Futsal France Academy

Le manifestazioni giovanili, in tutte le discipline, tendono a mostrare al pubblico un set di valori, spesso diverso da quello del livello “senior”. In giovane età il talento costituisce un fattore rilevante, l’esperienza è livellata verso il basso.

Se c’è una squadra che m’ha particolarmente sorpreso, in questo Europeo di futsal Under 19 è la Francia. Se si escludono gli exploit sportivi dell’ACCS Paris, che in Champions League mandò a casa il Pesaro di Colini, non si registrano altre prestazioni rilevant del futsal d’oltralpe.

Mi sono chiesto, com’è possibile quindi raggruppare e addestrare il talento tecnico messo in mostra anche nelle due sconfitte nella competizione, dalla Francia Under 19.
Com’è possibile vedere tanta tecnica in un gruppo che esiste da circa tre anni, com’è che nonostante le disavventure finanziare del suo top club, la Franca continua ad allevare talenti.

Così brillanti da venire cooptati dalla Liga spagnola, al momento il miglior campionato di futsal del continente europeo. La Francia è una nazione senza storia nel futsal, com’è possibile che accada questo?

Com’è oltralpe il movimento del futsal? Ho chiesto a David Rondón, che gioca in prima divisione francese da dieci anni. Scopro che il campionato transalpino si muove ancora in uno stato embrionale ma in veloce espansione.

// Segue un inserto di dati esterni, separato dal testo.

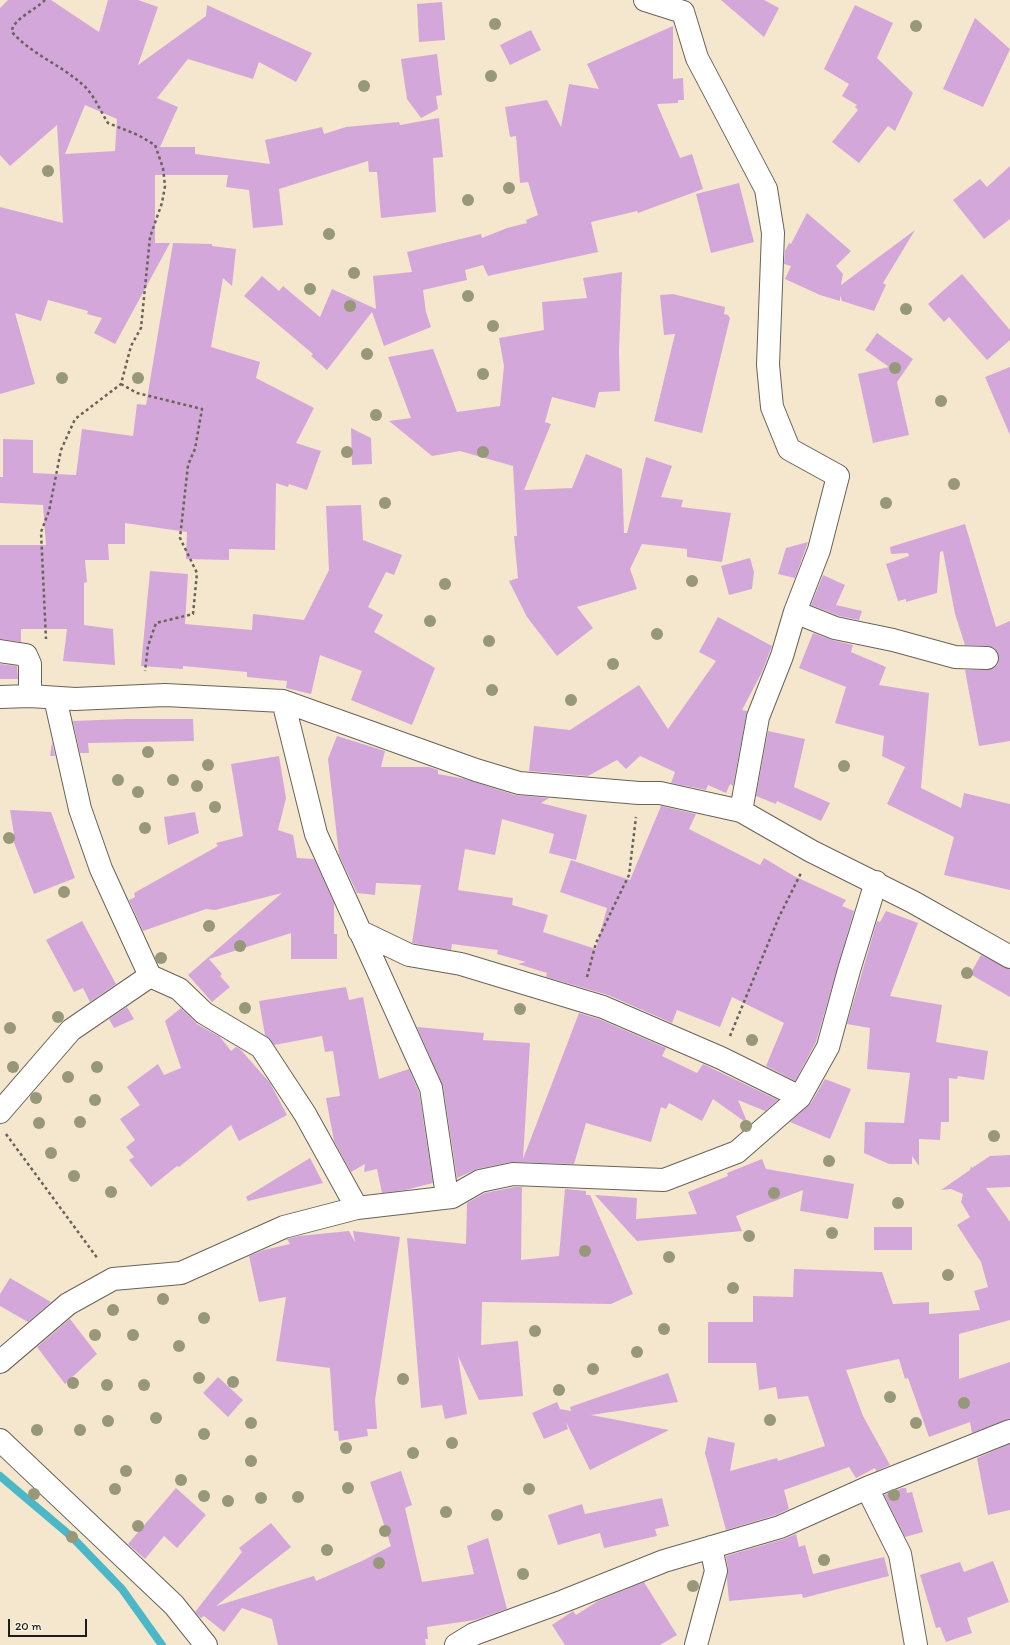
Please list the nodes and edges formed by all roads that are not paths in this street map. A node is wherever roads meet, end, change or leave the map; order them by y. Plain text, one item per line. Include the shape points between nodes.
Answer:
1 (645, 0) edge
2 (796, 612) junction
3 (0, 650) edge
4 (987, 658) dead end
5 (30, 696) junction
6 (0, 697) edge
7 (55, 698) junction
8 (283, 701) junction
9 (741, 810) junction
10 (876, 882) junction
11 (359, 931) junction
12 (1010, 957) edge
13 (150, 976) junction
14 (800, 1097) junction
15 (2, 1122) edge
16 (452, 1196) junction
17 (358, 1208) junction
18 (0, 1362) edge
19 (1010, 1431) edge
20 (0, 1440) edge
21 (867, 1488) junction
22 (711, 1547) junction
23 (206, 1645) edge
24 (456, 1645) edge
25 (696, 1645) edge
26 (916, 1645) edge

1 - 2 street via 683,12 697,58 766,189 773,233 768,365 772,407 789,449 838,476 819,550
2 - 4 street via 835,628 955,657
2 - 9 street via 758,717
3 - 5 street via 26,655 30,664
5 - 6 street
5 - 7 street
7 - 8 street via 142,696
7 - 13 street via 80,809 101,869
8 - 9 street via 519,783 660,793
8 - 11 street via 316,834
9 - 10 street via 811,851
10 - 12 street
10 - 14 street via 828,1047
11 - 14 street via 409,955 461,964 604,1007 721,1058
11 - 16 street via 431,1088 446,1189
13 - 15 street via 71,1030
13 - 17 street via 178,989 204,1013 261,1047 305,1114
14 - 16 street via 737,1152 664,1180 513,1174 480,1181
16 - 17 street
17 - 18 street via 284,1228 181,1273 113,1279 68,1304
19 - 21 street
20 - 23 street via 174,1605
21 - 22 street via 780,1527
21 - 26 street via 900,1554
22 - 24 street via 664,1561 474,1634
22 - 25 street via 716,1571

Con un pubblico che inizia ad affollare gli spalti e alcune squadre possono contare su un seguito di tifosi che si possono contare nell’ordine delle migliaia.

Acerba ancora tatticamente, la prima divisione francese soffre di quegli squilibri tipici di ogni disciplina. C’è ancora molta disparità tra i top team e quelli di fascia medio bassa. Il livello retributivo per gli atleti è in crescita ma non omogeneo. Insomma nulla di diverso dalle leghe “non iberiche”.

Seconda e terza divisione francese sono al momento un laboratorio. La FFF (la federazione francese di football) è alla ricerca della formula più idonea alla sostenibilità della disciplina a livello regionale.

Com’è possibile quindi che in Francia sia stato possibile, mettere a disposizione della nazionale tutto quel talento tecnico, in così poco tempo? Questa è una domanda che David m’ha invitato a rivolgere al CT dei “Blues”.

Raphaël Reynaud, commissario tecnico della Francia, s’è dimostrato disponibilissimo nonostante avessi un milione di questioni da porre. Nella nostra chiacchierata il numero delle mie domande è cresciuto esponenzialmente in virtù della qualità delle sue risposte.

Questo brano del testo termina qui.